The Paleogene of Wyoming and Montana and the Neogene Siwaliks of Pakistan contain deposits representing a wide variety of terrestrial environments. Although fossils are preserved in all of these environments, fossil vertebrates are abundant in only certain facies. These principal preservational environments vary within and, particularly, between formations in each region.

The Bighorn and Crazy Mountain basins of Wyoming and Montana contain abundant remains of Paleocene and Eocene vertebrates. Over 1800 localities in this region have been established in the Paleocene Fort Union and Paleocene to Eocene Willwood formations. The distribution of vertebrate remains changes dramatically upsection in this sequence. The Fort Union consists of thick fluvial sandstones and minor swampy floodplain mudstones in the lower part, and more widely separated channel sandstones interbedded with better drained floodplain deposits that include paleosol horizons in the upper part. These changes reflect a local increase in aggradation rate. Vertebrates are preserved almost exclusively in channel mud-clast conglomerates in the lower part of the formation, but appear in a wider variety of environments (channels, splays, swamps, and paleosols) in the upper part.

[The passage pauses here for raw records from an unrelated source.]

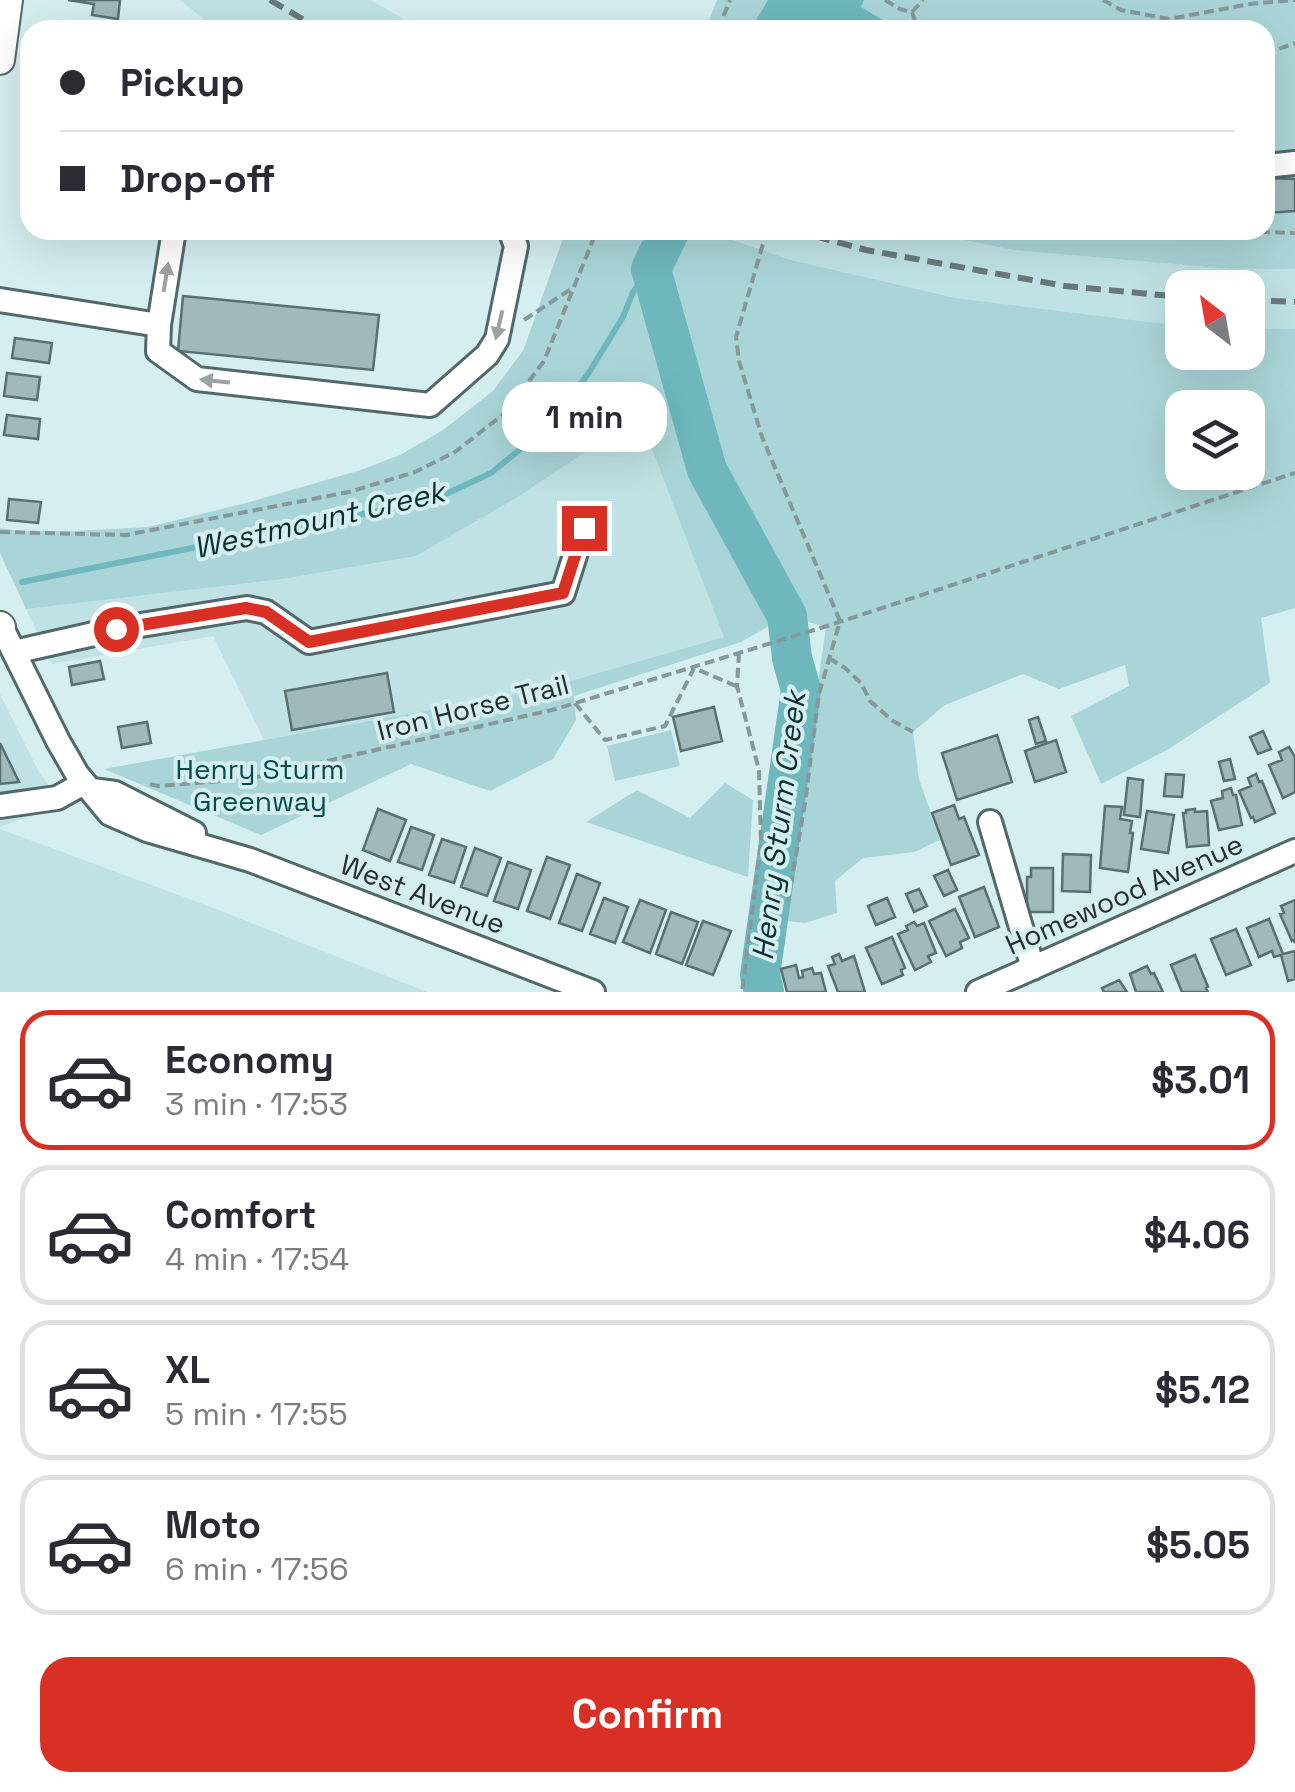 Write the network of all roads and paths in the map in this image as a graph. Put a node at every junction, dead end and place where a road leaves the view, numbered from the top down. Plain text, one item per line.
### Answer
1 (8, 0) edge
2 (885, 0) edge
3 (923, 0) edge
4 (1103, 0) edge
5 (1295, 0) edge
6 (912, 12) junction
7 (915, 20) edge
8 (0, 60) edge
9 (172, 240) edge
10 (514, 240) edge
11 (593, 240) edge
12 (764, 240) edge
13 (574, 286) junction
14 (0, 300) edge
15 (158, 325) junction
16 (497, 339) junction
17 (1295, 473) edge
18 (584, 528) dead end
19 (0, 532) edge
20 (840, 621) junction
21 (4, 632) edge
22 (739, 653) junction
23 (830, 658) junction
24 (694, 668) junction
25 (737, 686) junction
26 (574, 704) junction
27 (913, 732) dead end
28 (88, 786) junction
29 (145, 786) dead end
30 (0, 806) edge
31 (990, 822) dead end
32 (1295, 851) edge
33 (788, 902) dead end
34 (1032, 968) junction
35 (592, 992) edge
36 (742, 992) edge
37 (978, 992) edge

1 - 8 main road
2 - 6 path
3 - 6 path
4 - 5 path
6 - 7 path
15 -> 9 street
10 -> 16 street
11 - 13 path
12 - 20 path
13 - 16 path
13 - 19 path
14 - 15 street
16 -> 15 street
17 - 20 path
18 - 21 street
20 - 22 path, Iron Horse Trail
20 - 23 path
21 - 28 street, West Avenue
22 - 24 path, Iron Horse Trail
22 - 25 path
23 - 27 path
23 - 33 path
24 - 25 path
24 - 26 path, Iron Horse Trail
24 - 26 path
25 - 36 path
26 - 29 path, Iron Horse Trail
28 - 30 street
28 - 35 street, West Avenue
31 - 34 street
32 - 34 street, Homewood Avenue
34 - 37 street, Homewood Avenue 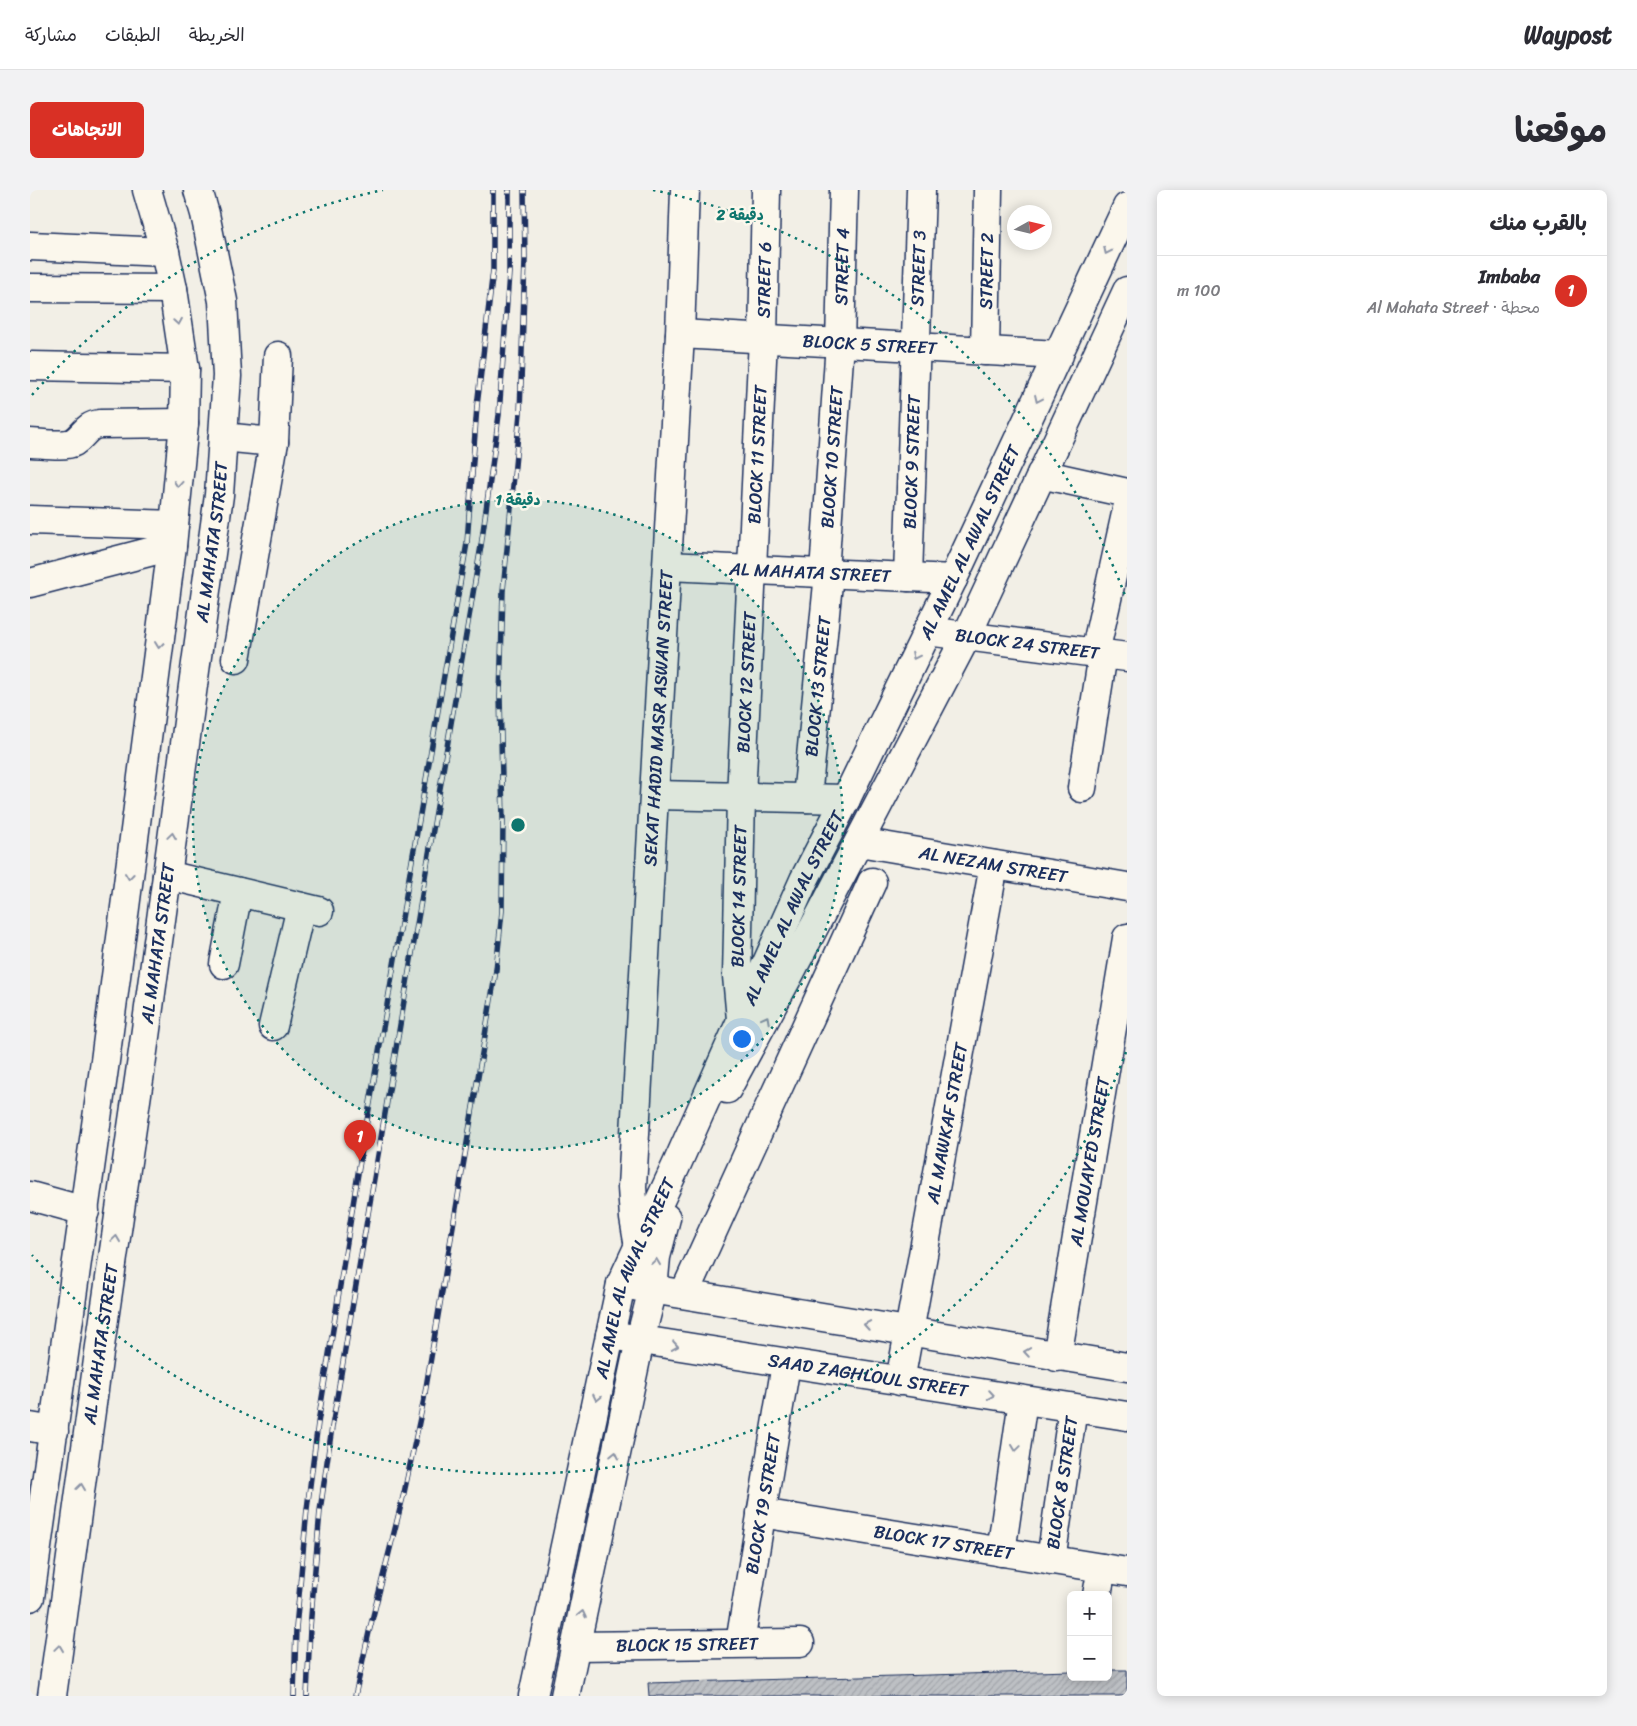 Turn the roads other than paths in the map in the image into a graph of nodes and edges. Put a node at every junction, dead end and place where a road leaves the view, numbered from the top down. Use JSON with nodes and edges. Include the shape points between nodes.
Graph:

The Willwood Formation continues the changes evident in the upper Fort Union. With increased aggradation rates, floodplain deposits became thicker and more well drained. Except for rare occurrences in other environments (channels, a variety of calcareous environments, and oxbows), fossils are recovered primarily from paleosol horizons developed in fine grained floodplain deposits.

The Fort Union channel deposits contain assemblages that are often highly biased samples of faunal composition with large aquatic taxa well represented and small terrestrial forms unevenly represented. The upper Fort Union and Willwood floodplain paleosols contain more homogeneous (and therefore comparable) assemblages. These paleosols differ systematically, however, in terms of soil maturity and vertebrate composition, and they are commonly biased against large or aquatic taxa.

The distribution of Siwalik vertebrate localities among sedimentary environments is known for four formations spanning early middle to late Miocene: Kamlial, Chinji, Nagri, and Dhok Pathan. The principal deposits in which fossils occur are: major stream channel complexes, secondary (floodplain) channels, crevasse splays, and floodplains. The Kamlial and Nagri formations, dominated by coarse lithologies (>50% sandstone), are notably less productive of fossil localities than the Chinji and Dhok Pathan formations, dominated by fine grained lithologies (>50% mudstone). In the Kamlial and Nagri formations, major channel complexes form the most prevalent environment, and more localities are associated with these channels than with any other environment. In the Chinji and Dhok Pathan formations, the most prevalent environment is floodplain, but more localities are associated with the secondary channels on these floodplains than with any other environment. In the Chinji Formation, most localities developed in secondary channels occur in fining-upward fill sequences, whereas in the Dhok Pathan Formation, most sites in these channels occur in their lag deposits. In these more productive formations, the abundance of certain mammalian taxa is correlated with specific depositional environments. Change upsection in the abundance of these taxa could result largely from change in facies productivity.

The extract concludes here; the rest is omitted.